--- START ---

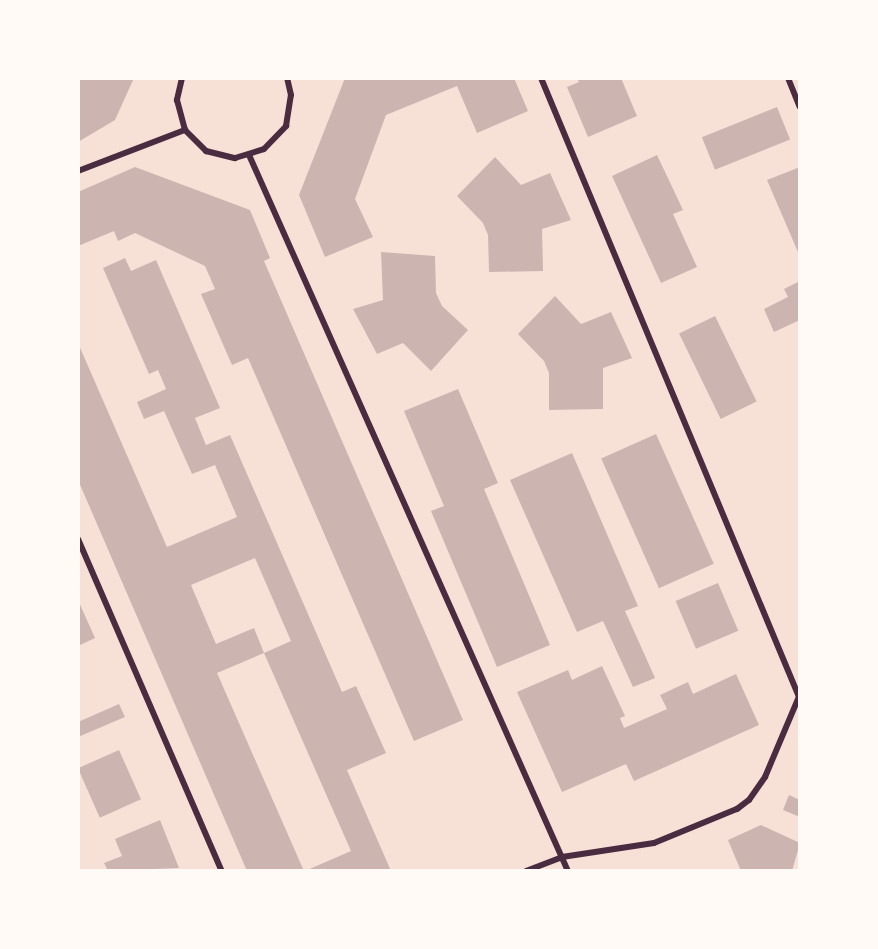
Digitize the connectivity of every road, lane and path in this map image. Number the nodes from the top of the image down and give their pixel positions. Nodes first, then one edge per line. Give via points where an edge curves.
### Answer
1 (182, 78) edge
2 (287, 78) edge
3 (541, 78) edge
4 (788, 78) edge
5 (800, 107) edge
6 (185, 130) junction
7 (249, 155) junction
8 (78, 171) edge
9 (78, 539) edge
10 (799, 695) edge
11 (562, 857) junction
12 (222, 871) edge
13 (526, 871) edge
14 (568, 871) edge

1 - 6 street via 177,100
2 - 7 street via 291,94 285,126 276,139
3 - 10 street
4 - 5 street
6 - 7 street via 206,150 235,158
6 - 8 street
7 - 11 street
9 - 12 street
10 - 11 street via 758,790 736,809 654,843
11 - 13 street
11 - 14 street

--- END ---

Directions for this task:
Return every record exactly. Pictures stay out.

Result of the task:
Digitize the connectivity of every road, lane and path in this map image. Number the nodes from the top of the image down and give their pixel positions. Nodes first, then one edge per line. Give via points where an edge curves.
### Answer
1 (182, 78) edge
2 (287, 78) edge
3 (541, 78) edge
4 (788, 78) edge
5 (800, 107) edge
6 (185, 130) junction
7 (249, 155) junction
8 (78, 171) edge
9 (78, 539) edge
10 (799, 695) edge
11 (562, 857) junction
12 (222, 871) edge
13 (526, 871) edge
14 (568, 871) edge

1 - 6 street via 177,100
2 - 7 street via 291,94 285,126 276,139
3 - 10 street
4 - 5 street
6 - 7 street via 206,150 235,158
6 - 8 street
7 - 11 street
9 - 12 street
10 - 11 street via 758,790 736,809 654,843
11 - 13 street
11 - 14 street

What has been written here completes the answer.